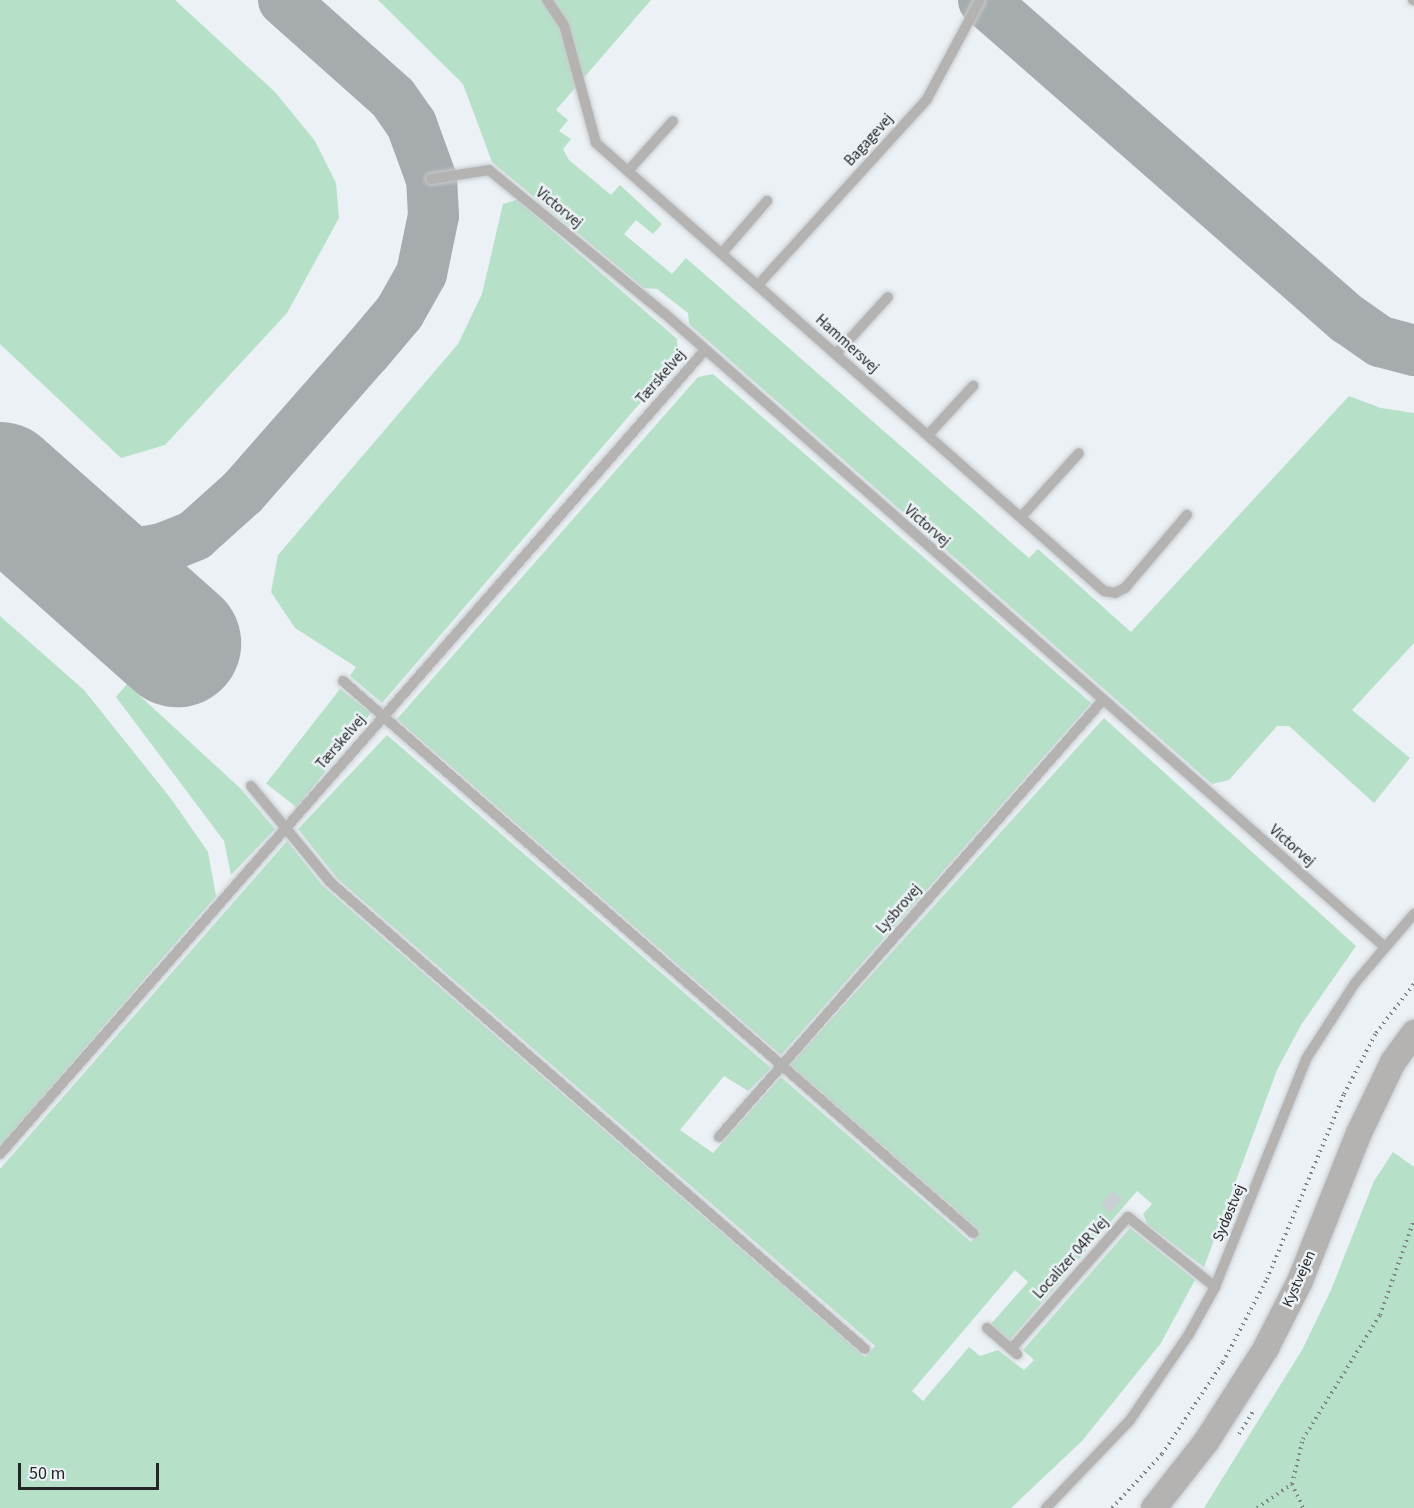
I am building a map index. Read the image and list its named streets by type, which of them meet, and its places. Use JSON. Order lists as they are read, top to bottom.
{
  "streets": {
    "street": ["Kystvejen"],
    "lane": [
      "Bagagevej",
      "Victorvej",
      "Hammersvej",
      "Tærskelvej",
      "Lysbrovej",
      "Sydøstvej",
      "Localizer 04R Vej"
    ]
  },
  "crossings": [
    ["Bagagevej", "Hammersvej"],
    ["Victorvej", "Tærskelvej"],
    ["Victorvej", "Lysbrovej"],
    ["Victorvej", "Sydøstvej"],
    ["Sydøstvej", "Localizer 04R Vej"]
  ],
  "scale_bar": "50 m"
}
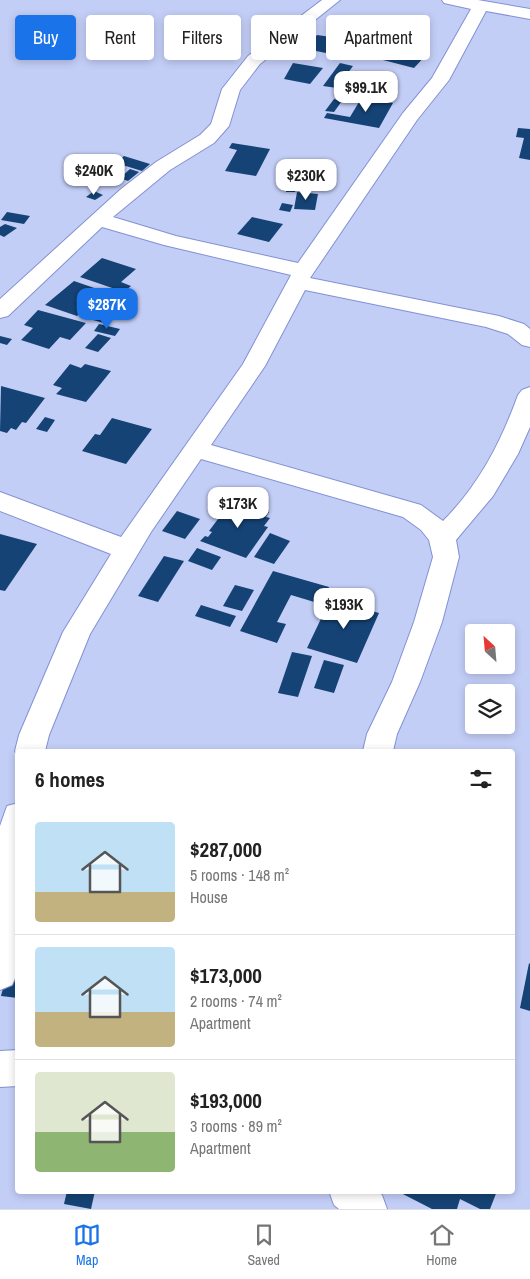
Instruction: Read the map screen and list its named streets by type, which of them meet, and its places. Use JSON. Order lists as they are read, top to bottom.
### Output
{
  "north": "top left",
  "page": {
    "chip": [
      "Buy",
      "Rent",
      "Filters",
      "New",
      "Apartment"
    ],
    "price": [
      "$99.1K",
      "$240K",
      "$230K",
      "$287K",
      "$173K",
      "$193K"
    ],
    "heading": "6 homes",
    "list": [
      {
        "name": "$287,000",
        "note": "5 rooms · 148 m² · House"
      },
      {
        "name": "$173,000",
        "note": "2 rooms · 74 m² · Apartment"
      },
      {
        "name": "$193,000",
        "note": "3 rooms · 89 m² · Apartment"
      }
    ],
    "tabs": ["Map", "Saved", "Home"]
  }
}
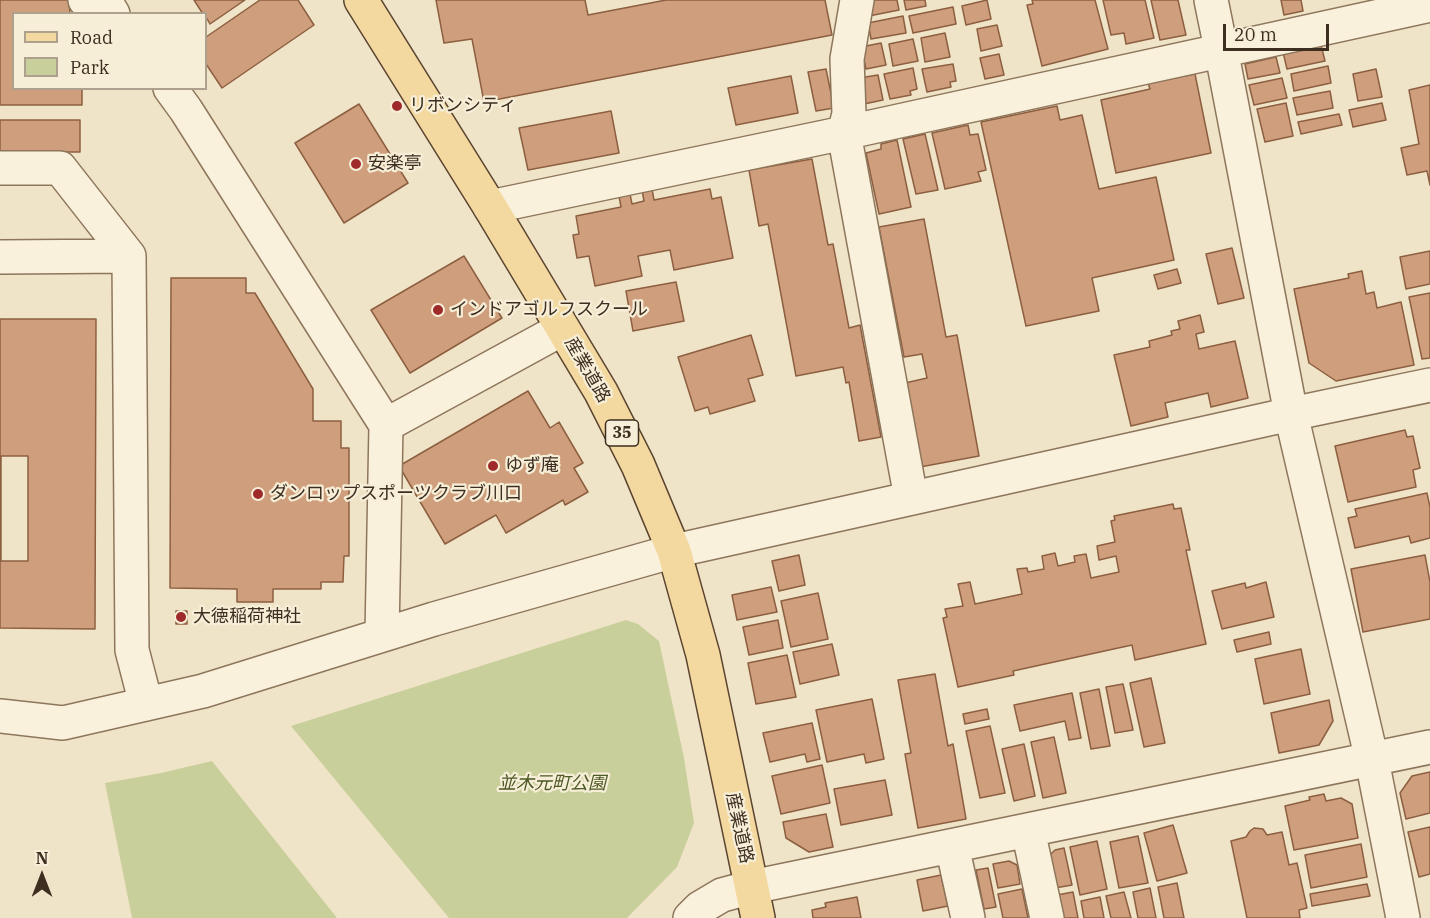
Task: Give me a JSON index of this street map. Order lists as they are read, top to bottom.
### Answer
{
  "streets": {
    "main road": ["産業道路", "35"]
  },
  "parks": ["並木元町公園"],
  "places": [
    "リボンシティ",
    "安楽亭",
    "インドアゴルフスクール",
    "ゆず庵",
    "ダンロップスポーツクラブ川口",
    "大徳稲荷神社"
  ],
  "legend": ["Road", "Park"],
  "scale_bar": "20 m",
  "north": "top"
}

■ WHAT YOU ARE ASKED TO DO ■
A verbatim copy of every record is to be produced, and pictures are to be excluded from it.

■ SOLVED EXERCISE ■
I am building a map index. Read the image and list its named streets by type, which of them meet, and its places. Use JSON. Order lists as they are read, top to bottom.
{
  "streets": {
    "street": ["Kystvejen"],
    "lane": [
      "Bagagevej",
      "Victorvej",
      "Hammersvej",
      "Tærskelvej",
      "Lysbrovej",
      "Sydøstvej",
      "Localizer 04R Vej"
    ]
  },
  "crossings": [
    ["Bagagevej", "Hammersvej"],
    ["Victorvej", "Tærskelvej"],
    ["Victorvej", "Lysbrovej"],
    ["Victorvej", "Sydøstvej"],
    ["Sydøstvej", "Localizer 04R Vej"]
  ],
  "scale_bar": "50 m"
}
Instruction: Read the map screen and list its named streets by type, which of them meet, and its places. Use JSON. Order lists as they are read, top to bottom.
### Output
{
  "north": "top left",
  "page": {
    "chip": [
      "Buy",
      "Rent",
      "Filters",
      "New",
      "Apartment"
    ],
    "price": [
      "$99.1K",
      "$240K",
      "$230K",
      "$287K",
      "$173K",
      "$193K"
    ],
    "heading": "6 homes",
    "list": [
      {
        "name": "$287,000",
        "note": "5 rooms · 148 m² · House"
      },
      {
        "name": "$173,000",
        "note": "2 rooms · 74 m² · Apartment"
      },
      {
        "name": "$193,000",
        "note": "3 rooms · 89 m² · Apartment"
      }
    ],
    "tabs": ["Map", "Saved", "Home"]
  }
}
Task: Give me a JSON index of this street map. Order lists as they are read, top to bottom.
### Answer
{
  "streets": {
    "main road": ["産業道路", "35"]
  },
  "parks": ["並木元町公園"],
  "places": [
    "リボンシティ",
    "安楽亭",
    "インドアゴルフスクール",
    "ゆず庵",
    "ダンロップスポーツクラブ川口",
    "大徳稲荷神社"
  ],
  "legend": ["Road", "Park"],
  "scale_bar": "20 m",
  "north": "top"
}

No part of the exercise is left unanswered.